Exercise details:
Where "dead" occurs in a line of the entries below, copy that line.

Data extract:
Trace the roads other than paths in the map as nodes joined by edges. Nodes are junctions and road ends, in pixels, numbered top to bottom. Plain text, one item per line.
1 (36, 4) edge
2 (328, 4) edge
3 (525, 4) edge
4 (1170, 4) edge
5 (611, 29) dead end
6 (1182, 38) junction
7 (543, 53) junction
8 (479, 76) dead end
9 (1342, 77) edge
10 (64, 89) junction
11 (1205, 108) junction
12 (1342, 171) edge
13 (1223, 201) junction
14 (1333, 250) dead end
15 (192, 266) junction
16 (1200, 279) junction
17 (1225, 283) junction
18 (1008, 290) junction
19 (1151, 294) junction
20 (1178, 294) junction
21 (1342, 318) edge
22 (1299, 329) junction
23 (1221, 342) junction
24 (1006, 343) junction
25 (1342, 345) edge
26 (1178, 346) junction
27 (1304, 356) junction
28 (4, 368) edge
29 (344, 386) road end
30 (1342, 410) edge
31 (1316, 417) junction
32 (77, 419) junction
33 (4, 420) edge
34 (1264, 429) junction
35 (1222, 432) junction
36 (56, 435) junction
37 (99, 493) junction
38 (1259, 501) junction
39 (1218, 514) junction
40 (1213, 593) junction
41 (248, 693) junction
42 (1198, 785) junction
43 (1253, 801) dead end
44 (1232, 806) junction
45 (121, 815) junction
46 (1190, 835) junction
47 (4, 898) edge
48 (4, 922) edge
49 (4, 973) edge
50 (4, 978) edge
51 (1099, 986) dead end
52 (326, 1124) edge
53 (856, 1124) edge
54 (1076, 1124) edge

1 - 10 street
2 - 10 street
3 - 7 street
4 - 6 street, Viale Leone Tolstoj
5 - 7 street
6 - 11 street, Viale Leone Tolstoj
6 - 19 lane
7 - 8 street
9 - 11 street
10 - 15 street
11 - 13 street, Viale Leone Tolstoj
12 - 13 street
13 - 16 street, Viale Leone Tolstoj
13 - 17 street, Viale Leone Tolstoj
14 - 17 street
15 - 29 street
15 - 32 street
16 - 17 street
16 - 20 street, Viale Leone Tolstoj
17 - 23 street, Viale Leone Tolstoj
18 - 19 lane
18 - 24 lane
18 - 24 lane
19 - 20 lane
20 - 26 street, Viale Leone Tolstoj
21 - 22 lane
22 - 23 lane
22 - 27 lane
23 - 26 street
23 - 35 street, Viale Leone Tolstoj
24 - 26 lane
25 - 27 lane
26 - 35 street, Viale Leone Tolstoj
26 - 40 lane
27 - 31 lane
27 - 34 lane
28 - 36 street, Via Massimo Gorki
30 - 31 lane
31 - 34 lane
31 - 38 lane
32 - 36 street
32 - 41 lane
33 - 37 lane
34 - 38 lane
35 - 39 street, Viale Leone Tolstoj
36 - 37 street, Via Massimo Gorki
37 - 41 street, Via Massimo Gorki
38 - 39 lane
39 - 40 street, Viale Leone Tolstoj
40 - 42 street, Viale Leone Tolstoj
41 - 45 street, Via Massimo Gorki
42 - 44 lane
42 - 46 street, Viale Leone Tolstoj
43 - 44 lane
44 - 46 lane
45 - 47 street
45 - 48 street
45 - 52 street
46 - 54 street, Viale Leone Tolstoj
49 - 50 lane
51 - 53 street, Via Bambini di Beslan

Answer box:
5 (611, 29) dead end
8 (479, 76) dead end
14 (1333, 250) dead end
43 (1253, 801) dead end
51 (1099, 986) dead end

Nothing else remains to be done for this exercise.